The problem: Among the lines of the records below, copy those that hold the word "TONKUHLE".

----

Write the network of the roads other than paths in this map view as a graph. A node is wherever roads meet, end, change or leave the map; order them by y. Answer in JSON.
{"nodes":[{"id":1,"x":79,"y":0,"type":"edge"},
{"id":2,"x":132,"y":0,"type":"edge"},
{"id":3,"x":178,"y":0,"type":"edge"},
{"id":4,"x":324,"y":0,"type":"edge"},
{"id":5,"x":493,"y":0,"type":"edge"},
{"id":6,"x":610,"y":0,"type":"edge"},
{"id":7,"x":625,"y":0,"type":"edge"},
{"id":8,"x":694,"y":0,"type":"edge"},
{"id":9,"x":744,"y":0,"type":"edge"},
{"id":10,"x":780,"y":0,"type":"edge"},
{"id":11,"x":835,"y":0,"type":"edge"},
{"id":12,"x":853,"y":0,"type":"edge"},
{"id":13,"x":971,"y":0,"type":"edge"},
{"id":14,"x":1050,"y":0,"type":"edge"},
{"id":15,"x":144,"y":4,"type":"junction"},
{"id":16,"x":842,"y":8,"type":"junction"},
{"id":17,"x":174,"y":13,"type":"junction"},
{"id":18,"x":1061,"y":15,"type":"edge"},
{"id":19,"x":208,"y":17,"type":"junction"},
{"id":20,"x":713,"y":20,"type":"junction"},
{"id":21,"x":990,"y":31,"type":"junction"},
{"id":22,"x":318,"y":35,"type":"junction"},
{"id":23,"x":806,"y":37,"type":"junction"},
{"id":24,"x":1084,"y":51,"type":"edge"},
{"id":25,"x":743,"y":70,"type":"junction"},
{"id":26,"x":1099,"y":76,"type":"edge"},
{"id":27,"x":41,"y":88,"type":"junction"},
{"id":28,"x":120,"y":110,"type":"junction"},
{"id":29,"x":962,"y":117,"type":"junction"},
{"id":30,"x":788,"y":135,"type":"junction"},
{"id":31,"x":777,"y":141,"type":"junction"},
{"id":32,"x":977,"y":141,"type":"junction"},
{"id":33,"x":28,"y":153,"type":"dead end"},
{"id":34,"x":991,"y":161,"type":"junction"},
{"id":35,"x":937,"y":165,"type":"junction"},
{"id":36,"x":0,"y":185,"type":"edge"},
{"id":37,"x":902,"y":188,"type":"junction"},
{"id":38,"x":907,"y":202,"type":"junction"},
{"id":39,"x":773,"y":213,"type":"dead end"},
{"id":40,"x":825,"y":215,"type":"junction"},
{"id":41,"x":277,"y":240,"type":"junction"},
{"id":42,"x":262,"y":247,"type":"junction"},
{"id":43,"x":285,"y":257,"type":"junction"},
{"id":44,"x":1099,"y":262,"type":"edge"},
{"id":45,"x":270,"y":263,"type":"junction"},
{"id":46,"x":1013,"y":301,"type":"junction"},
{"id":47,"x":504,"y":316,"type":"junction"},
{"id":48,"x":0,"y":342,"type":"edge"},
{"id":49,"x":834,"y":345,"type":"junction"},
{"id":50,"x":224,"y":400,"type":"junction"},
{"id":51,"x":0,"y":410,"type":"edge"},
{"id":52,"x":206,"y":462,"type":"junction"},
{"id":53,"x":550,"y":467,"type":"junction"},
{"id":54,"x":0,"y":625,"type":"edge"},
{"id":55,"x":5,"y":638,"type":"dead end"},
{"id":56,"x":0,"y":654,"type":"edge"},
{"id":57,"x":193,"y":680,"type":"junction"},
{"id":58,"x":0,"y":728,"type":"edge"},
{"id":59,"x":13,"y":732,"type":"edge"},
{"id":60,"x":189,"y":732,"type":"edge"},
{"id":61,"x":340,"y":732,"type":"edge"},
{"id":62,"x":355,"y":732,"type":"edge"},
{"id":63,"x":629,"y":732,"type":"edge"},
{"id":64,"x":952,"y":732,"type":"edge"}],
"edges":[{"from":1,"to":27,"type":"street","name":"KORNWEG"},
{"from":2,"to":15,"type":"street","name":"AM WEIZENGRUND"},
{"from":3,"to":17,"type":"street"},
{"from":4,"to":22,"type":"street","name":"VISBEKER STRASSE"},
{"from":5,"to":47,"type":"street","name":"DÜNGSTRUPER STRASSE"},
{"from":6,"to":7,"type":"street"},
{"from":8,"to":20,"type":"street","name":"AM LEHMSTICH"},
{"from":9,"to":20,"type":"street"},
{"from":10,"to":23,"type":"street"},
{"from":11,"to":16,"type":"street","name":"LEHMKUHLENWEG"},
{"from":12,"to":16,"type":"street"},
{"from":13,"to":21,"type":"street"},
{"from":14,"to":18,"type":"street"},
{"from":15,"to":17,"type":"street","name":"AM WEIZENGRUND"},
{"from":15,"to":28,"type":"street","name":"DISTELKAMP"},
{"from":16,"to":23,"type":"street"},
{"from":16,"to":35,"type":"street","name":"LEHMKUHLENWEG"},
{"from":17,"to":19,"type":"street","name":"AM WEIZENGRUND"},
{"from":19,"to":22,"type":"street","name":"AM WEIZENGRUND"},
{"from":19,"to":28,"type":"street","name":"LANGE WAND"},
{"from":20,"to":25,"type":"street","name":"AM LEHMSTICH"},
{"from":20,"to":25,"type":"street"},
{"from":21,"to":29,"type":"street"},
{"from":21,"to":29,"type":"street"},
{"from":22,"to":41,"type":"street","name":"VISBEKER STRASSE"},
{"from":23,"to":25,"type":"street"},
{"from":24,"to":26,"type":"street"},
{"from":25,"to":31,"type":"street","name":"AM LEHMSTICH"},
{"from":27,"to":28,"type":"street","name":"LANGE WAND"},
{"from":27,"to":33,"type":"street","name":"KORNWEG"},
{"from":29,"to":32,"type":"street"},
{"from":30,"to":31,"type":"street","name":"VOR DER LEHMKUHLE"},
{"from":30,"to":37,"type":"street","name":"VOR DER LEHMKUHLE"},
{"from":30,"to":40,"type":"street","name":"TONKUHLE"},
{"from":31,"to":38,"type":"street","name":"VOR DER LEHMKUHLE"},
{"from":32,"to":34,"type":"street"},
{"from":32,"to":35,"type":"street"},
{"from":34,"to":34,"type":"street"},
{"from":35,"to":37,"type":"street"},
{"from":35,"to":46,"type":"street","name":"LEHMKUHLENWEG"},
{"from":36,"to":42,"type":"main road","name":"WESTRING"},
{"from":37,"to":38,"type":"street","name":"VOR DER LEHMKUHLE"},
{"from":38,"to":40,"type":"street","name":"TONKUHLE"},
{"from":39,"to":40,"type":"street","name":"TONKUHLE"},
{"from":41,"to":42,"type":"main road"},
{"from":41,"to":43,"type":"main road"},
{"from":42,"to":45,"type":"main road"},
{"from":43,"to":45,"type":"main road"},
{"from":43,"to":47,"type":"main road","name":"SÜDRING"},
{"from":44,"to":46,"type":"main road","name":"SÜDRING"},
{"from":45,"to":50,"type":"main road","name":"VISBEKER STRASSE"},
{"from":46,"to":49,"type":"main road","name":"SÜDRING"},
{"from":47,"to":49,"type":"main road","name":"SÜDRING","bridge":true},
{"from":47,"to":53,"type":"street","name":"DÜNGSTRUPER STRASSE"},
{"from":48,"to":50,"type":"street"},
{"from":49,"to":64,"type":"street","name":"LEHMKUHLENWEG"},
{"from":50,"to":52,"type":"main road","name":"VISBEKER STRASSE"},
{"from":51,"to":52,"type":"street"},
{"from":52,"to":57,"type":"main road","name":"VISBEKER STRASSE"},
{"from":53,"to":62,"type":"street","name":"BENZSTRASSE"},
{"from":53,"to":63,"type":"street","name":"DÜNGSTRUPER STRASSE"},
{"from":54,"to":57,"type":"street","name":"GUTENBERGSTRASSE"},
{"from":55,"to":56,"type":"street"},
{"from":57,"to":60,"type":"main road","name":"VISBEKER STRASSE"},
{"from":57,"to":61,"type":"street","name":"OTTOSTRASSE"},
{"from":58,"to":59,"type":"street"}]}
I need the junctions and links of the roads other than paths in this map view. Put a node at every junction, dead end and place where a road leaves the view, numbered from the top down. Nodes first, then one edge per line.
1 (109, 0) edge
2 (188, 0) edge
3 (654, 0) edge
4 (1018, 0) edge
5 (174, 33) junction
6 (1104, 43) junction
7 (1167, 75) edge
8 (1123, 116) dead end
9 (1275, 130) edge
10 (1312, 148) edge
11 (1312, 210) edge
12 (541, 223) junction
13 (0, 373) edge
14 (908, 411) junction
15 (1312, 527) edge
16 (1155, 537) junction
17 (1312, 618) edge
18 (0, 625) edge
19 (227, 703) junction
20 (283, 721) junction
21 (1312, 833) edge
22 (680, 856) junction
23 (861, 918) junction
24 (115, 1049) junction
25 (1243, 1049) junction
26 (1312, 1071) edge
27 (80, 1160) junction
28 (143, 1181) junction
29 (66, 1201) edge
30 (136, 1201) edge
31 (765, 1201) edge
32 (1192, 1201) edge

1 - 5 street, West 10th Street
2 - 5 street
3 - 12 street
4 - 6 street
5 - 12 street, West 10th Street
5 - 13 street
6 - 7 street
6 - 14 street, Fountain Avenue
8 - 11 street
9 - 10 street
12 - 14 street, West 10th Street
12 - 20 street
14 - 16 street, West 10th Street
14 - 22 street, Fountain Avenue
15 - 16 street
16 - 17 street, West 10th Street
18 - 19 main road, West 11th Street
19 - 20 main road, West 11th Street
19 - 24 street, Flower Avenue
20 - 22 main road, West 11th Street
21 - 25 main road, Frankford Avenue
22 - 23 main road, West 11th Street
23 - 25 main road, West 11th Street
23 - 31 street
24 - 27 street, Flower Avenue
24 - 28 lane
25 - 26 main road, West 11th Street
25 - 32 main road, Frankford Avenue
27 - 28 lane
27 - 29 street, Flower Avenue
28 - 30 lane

----

Result:
{"from":30,"to":40,"type":"street","name":"TONKUHLE"},
{"from":38,"to":40,"type":"street","name":"TONKUHLE"},
{"from":39,"to":40,"type":"street","name":"TONKUHLE"},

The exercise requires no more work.